Rumahku dari unggun timbun sajak
Kaca jernih dari luar segala nampak
 (Chairil Anwar, Rumahku, 27 April 1943)

Aktris senior Christine Hakim sempat terharu ketika mengunjungi rumah cagar budaya, HOS Tjokroaminoto di Jalan Peneleh VII No. 29-31 Surabaya, pada 5 Maret 2015 lalu (JP,6/3/2015). Kunjungannya bersama aktris Reza Rahadian, Noe Letto, dan tim lain dalam rangka peluncuran film bertajuk Guru Bangsa; Tjokroaminoto.
Film tersebut mereview kembali sosio-historis perjuangan, dedikasi, nilai, dan semangat muda yang berapi-api. Rumah Tjokroaminoto yang sederhana itu menyimpan kemegahan kenangan dan inspirasi sosok pejuang Sarekat Dagang Islam atau Sarekat Islam (SI). Ia adalah guru bangsa yang seyogyanya diteladani oleh generasi muda masa kini dalam mengawal empat pilar nilai kebangsaan; kemerdekaan, persamaan, persaudaraan, dan identitas bangsa.

Di rumah Tjokroaminoto itu pernah berlangsung diskusi-diskusi kecil para pemuda seperti Soekarno, Kartosoewiryo, Sampoerno, Abikusno, Alimin, Moesso, dll yang saat itu masih mengenyam pendidikan di H.B.S (Hollands Binnenlands School). Embrio demokrasi, anti imperialisme, sosialisme, dan ideologi kerakyatan digagas dari rumah Tjokroaminoto.
Rumah itu menjadi unggun timbun sajak yang terus berkobar hingga bangsa ini menyatakan kemerdekaannya.
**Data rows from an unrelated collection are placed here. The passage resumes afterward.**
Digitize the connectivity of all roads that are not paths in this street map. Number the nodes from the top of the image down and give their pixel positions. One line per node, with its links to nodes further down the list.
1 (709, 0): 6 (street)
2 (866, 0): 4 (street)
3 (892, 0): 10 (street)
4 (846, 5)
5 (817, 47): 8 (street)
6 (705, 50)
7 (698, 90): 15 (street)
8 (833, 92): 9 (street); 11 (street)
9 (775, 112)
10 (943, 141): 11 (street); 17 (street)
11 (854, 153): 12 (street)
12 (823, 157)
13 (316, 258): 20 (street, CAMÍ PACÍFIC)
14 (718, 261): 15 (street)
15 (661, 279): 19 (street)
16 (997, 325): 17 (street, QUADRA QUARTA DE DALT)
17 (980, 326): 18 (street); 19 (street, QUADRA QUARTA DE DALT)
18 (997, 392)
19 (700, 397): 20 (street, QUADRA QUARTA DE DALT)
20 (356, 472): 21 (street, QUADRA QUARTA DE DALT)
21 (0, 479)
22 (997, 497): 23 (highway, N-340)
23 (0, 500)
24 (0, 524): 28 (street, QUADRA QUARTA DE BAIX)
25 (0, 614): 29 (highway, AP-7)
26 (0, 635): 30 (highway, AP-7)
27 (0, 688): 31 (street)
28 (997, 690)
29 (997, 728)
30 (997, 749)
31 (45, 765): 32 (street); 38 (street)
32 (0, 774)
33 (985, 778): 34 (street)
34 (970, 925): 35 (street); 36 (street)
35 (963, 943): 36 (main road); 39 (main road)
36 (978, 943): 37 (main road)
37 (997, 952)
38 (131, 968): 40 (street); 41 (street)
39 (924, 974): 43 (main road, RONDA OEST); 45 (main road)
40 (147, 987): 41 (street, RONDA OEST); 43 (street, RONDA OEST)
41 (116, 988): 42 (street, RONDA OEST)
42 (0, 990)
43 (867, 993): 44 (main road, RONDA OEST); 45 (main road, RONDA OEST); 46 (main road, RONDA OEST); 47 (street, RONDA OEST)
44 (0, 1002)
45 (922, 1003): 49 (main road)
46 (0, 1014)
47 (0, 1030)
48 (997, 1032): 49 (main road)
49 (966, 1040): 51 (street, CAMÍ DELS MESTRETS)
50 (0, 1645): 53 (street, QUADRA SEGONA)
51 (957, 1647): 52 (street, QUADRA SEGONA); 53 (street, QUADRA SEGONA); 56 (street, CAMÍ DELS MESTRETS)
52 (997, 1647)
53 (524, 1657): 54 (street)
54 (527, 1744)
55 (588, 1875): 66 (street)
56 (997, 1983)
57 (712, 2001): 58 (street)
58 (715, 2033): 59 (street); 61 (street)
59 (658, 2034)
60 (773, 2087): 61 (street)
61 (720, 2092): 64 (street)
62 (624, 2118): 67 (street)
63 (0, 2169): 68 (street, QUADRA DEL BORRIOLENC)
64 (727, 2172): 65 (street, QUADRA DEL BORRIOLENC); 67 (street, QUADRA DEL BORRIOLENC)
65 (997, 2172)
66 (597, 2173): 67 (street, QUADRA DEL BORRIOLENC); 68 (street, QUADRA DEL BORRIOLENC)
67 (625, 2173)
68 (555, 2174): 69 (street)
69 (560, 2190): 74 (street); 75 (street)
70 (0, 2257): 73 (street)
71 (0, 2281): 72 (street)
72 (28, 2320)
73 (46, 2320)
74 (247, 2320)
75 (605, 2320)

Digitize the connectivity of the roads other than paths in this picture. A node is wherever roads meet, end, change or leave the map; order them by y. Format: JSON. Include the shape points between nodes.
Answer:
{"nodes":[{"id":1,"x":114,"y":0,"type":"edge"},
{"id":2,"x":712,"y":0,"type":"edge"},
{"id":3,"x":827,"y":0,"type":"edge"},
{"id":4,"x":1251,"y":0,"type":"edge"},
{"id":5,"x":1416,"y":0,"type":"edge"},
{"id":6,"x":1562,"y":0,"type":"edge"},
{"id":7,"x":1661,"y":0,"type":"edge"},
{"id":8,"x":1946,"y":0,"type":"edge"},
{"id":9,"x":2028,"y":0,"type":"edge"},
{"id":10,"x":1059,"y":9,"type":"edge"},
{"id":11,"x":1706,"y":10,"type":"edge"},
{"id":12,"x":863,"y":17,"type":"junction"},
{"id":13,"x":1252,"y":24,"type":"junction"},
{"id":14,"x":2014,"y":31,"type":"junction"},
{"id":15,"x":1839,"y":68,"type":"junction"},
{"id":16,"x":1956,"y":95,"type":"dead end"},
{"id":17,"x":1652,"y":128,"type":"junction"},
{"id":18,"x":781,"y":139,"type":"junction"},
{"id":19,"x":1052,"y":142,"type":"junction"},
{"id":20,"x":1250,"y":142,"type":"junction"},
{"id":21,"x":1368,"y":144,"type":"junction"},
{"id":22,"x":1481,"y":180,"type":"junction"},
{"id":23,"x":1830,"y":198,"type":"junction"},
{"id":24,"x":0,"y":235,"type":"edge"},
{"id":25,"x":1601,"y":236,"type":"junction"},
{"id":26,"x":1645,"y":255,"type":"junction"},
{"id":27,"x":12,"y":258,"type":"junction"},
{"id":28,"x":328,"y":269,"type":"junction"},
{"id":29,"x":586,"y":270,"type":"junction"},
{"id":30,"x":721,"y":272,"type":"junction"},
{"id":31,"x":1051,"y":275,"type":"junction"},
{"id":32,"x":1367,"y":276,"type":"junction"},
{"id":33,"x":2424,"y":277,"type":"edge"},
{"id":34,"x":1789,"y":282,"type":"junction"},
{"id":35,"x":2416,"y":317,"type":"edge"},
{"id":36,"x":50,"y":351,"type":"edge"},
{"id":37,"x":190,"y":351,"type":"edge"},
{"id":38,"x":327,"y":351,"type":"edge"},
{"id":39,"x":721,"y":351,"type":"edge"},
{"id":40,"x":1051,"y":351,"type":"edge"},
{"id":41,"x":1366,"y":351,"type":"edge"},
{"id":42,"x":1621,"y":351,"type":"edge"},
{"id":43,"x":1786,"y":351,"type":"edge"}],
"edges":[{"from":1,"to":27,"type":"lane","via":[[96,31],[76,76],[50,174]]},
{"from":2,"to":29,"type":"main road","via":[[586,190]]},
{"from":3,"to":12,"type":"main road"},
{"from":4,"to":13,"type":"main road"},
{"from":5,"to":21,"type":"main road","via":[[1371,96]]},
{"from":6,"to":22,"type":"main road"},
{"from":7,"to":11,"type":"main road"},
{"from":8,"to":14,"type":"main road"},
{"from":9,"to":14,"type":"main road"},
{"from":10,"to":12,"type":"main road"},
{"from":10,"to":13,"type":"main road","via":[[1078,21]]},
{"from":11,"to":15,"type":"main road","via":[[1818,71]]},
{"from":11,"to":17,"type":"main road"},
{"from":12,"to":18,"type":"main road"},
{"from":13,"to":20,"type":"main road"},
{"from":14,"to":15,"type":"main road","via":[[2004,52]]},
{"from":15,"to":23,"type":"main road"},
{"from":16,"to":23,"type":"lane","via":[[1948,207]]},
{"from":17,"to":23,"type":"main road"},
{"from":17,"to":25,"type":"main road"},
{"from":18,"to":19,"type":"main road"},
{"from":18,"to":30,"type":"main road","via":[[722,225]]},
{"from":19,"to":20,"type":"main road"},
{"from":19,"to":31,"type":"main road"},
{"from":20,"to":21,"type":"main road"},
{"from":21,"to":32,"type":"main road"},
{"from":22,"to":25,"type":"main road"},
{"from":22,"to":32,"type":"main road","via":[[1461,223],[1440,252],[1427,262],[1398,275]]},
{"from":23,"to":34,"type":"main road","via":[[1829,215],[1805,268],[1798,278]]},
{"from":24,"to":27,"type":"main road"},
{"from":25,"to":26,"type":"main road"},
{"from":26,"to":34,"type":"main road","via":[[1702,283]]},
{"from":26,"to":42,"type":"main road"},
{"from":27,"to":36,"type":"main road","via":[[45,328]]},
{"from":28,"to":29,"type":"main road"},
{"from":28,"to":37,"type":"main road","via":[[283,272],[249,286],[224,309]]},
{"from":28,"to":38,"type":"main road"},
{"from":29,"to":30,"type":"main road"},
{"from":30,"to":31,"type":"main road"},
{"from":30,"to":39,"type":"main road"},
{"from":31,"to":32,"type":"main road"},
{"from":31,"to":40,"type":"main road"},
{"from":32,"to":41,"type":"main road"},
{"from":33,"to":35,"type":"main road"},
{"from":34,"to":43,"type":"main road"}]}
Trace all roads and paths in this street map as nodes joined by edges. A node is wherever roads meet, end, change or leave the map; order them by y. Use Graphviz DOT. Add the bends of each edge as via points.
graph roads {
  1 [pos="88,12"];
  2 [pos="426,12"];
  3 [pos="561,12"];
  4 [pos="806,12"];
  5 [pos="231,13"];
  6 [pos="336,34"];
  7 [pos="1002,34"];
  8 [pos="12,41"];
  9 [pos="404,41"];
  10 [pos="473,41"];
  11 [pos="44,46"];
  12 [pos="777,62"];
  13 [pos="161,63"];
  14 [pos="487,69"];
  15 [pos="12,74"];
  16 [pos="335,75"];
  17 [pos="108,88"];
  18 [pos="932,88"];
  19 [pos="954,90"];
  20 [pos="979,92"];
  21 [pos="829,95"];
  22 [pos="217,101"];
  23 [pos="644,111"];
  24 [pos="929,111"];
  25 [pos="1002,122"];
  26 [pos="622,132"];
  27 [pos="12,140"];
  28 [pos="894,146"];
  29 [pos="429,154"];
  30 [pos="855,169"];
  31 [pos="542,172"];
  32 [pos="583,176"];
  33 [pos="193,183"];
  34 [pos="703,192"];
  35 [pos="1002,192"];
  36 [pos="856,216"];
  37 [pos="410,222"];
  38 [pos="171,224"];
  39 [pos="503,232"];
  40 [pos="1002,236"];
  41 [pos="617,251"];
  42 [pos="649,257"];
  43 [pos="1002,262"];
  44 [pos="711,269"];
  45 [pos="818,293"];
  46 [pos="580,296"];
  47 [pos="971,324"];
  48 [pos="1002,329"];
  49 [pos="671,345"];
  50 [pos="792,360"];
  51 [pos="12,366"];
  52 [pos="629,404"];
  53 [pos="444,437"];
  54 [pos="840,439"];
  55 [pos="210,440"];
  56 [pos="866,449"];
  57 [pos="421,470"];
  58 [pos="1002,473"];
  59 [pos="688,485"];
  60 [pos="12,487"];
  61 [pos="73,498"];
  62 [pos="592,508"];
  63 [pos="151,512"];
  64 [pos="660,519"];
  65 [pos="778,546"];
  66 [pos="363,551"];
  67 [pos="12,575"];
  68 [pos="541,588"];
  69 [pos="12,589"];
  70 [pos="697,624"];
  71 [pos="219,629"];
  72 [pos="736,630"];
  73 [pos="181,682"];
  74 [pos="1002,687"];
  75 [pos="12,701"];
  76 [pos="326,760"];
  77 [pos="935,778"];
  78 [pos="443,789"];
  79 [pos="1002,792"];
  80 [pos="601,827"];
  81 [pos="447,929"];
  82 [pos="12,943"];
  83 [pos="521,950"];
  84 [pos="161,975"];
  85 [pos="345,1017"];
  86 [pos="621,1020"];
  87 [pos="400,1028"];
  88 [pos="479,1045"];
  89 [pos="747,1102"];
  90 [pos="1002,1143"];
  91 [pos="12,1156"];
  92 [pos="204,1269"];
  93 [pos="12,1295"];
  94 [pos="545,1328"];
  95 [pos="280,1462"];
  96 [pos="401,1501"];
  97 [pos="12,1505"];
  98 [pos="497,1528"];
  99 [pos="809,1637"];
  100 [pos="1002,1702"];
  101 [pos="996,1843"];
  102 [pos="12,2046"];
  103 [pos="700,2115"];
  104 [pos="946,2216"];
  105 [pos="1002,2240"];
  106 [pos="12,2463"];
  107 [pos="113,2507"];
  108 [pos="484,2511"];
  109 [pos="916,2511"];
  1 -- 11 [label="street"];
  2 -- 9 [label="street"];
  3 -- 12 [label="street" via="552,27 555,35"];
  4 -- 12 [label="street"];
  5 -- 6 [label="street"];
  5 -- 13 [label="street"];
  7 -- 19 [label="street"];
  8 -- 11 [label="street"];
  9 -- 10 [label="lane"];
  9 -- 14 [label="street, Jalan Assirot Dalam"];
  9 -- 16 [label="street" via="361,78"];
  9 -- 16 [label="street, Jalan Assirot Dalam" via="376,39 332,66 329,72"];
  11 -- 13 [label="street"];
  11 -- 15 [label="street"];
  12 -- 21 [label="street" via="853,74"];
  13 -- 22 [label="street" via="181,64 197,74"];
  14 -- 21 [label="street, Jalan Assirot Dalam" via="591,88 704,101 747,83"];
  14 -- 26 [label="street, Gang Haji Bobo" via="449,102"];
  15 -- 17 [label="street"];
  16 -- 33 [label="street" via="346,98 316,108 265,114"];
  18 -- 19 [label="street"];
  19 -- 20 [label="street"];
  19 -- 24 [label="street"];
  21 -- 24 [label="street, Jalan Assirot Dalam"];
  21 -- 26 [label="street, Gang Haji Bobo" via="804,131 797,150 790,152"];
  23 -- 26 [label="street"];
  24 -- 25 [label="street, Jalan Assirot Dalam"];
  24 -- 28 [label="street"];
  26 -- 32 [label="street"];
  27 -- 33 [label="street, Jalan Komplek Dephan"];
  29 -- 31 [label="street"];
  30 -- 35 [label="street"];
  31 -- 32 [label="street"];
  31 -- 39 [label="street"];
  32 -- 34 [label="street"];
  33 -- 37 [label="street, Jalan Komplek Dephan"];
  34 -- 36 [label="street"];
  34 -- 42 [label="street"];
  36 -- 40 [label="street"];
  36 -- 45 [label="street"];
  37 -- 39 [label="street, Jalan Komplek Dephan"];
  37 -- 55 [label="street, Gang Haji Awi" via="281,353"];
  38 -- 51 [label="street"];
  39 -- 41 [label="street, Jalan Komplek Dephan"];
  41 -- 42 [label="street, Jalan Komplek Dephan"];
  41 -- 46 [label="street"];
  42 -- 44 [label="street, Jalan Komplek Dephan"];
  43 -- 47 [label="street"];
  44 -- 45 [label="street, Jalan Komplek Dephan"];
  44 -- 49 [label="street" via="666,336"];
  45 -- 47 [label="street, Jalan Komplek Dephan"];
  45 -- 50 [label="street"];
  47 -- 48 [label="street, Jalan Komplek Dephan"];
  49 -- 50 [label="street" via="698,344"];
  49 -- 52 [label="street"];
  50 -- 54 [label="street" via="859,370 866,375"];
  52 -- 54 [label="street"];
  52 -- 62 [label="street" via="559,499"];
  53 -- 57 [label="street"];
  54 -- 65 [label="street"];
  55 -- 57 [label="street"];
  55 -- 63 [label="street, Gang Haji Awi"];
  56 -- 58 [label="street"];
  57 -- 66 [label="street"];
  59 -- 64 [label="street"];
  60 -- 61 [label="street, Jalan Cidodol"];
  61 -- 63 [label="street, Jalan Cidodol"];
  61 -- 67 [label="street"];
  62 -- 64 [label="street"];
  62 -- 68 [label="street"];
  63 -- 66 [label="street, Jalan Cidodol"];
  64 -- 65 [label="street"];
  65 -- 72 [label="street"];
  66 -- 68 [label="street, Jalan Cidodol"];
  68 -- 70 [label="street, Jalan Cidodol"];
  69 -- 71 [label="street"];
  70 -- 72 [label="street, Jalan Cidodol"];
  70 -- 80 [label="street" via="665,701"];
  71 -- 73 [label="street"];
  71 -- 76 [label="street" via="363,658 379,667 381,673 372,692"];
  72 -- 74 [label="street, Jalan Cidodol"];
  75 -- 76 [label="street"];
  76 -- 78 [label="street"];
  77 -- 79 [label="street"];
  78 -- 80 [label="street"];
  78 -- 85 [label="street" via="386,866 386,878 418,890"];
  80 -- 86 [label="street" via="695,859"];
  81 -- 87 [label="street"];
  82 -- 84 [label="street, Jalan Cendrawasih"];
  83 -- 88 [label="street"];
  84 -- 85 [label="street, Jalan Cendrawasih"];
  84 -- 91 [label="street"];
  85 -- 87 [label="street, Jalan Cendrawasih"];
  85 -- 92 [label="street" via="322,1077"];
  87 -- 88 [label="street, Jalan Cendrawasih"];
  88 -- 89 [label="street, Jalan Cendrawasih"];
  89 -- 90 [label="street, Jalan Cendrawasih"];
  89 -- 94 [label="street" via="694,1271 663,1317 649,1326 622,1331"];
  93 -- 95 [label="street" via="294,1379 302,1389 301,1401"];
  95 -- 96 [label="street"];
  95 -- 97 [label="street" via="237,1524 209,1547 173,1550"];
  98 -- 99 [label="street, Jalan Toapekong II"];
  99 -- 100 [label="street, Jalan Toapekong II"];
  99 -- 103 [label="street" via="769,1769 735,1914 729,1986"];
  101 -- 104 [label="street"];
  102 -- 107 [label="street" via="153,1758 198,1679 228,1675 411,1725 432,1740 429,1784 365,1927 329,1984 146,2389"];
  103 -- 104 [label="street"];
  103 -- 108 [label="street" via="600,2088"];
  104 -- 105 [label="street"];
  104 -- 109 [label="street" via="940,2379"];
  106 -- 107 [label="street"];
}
Rumah itu menjadi bangsa kecil yang mencetak pemuda--- yang bukan sekedar anak muda---dalam memperjuangkan revolusi, mempersiapkan pemimpin-pemimpin bangsa yang berwibawa, serta melahirkan tokoh-tokoh pejuang nasional yang tangguh.
Rumah Tjokroaminoto, sebagaimana yang diilustrasikan dalam puisi Subagyo Sastrowardoyo: Rumah ini tak kosong meskipun tak/ ada yang menghuni./ Di ruang sunyi/ masih melekat kenangan pada dinding,/ ranjang, dan lemari.
Secara metaforis, rumah menjadi bagian terpenting dalam kehidupan manusia. Rumah menjadi tempat berlindung, tempat lahir, peristiwa sejarah, lokalisme, bahkan tempat akhir dari hayat manusia. Tetapi dalam konteks ini, rumah menjadi ruang tumbuh kembangnya generasi masa depan sebuah bangsa.
***
Di rumah, setiap orang tua mendidik, membesarkan, dan menggembleng anak-anak menjadi orang yang memiliki akal budi yang sehat dan jernih. Di rumah pula, orang tua kadang abai terhadap peristiwa-peristiwa kecil yang disaksikan anak-anak mereka sehingga anak-anak itu menjadi “kurang ajar”. Rumah nyatanya menjadi kodrat manusia menjalani kehidupan.
Tjokroaminoto membangun rumah tidak sekedar sebagai benda, tetapi baginya rumah sebagai simbol, puisi, madrasah, dan ruang publik. Di rumah itu pula, Tjokroaminoto banyak menasihati murid-muridnya, untuk menyuarakan ide-ide kritis, kreatif, dan mudah diterima layaknya para pemimpin besar di dunia. Ia pernah berkata kepada murid-muridnya “jika kalian ingin menjadi pemimpin besar, menulislah seperti wartawan dan bicaralah seperti orator”.   
Nasehat tersebut bukan tanpa dasar. Tjokro sendiri adalah seorang penulis surat kabar Suara Surabaya. Ia juga menjadi rahim lahirnya surat kabar Oetoesan Hindia, surat kabar Fajar Asia, dan majalah Al-Jihad.
Sebagai ketua Sarekat Islam yang menggantikan H. Samanhoedi pada Kongres SI kedua di Yogyakarta pada bulan April 1914, tak seorangpun meragukan kemampuannya dalam berorasi dan bernegosiasi.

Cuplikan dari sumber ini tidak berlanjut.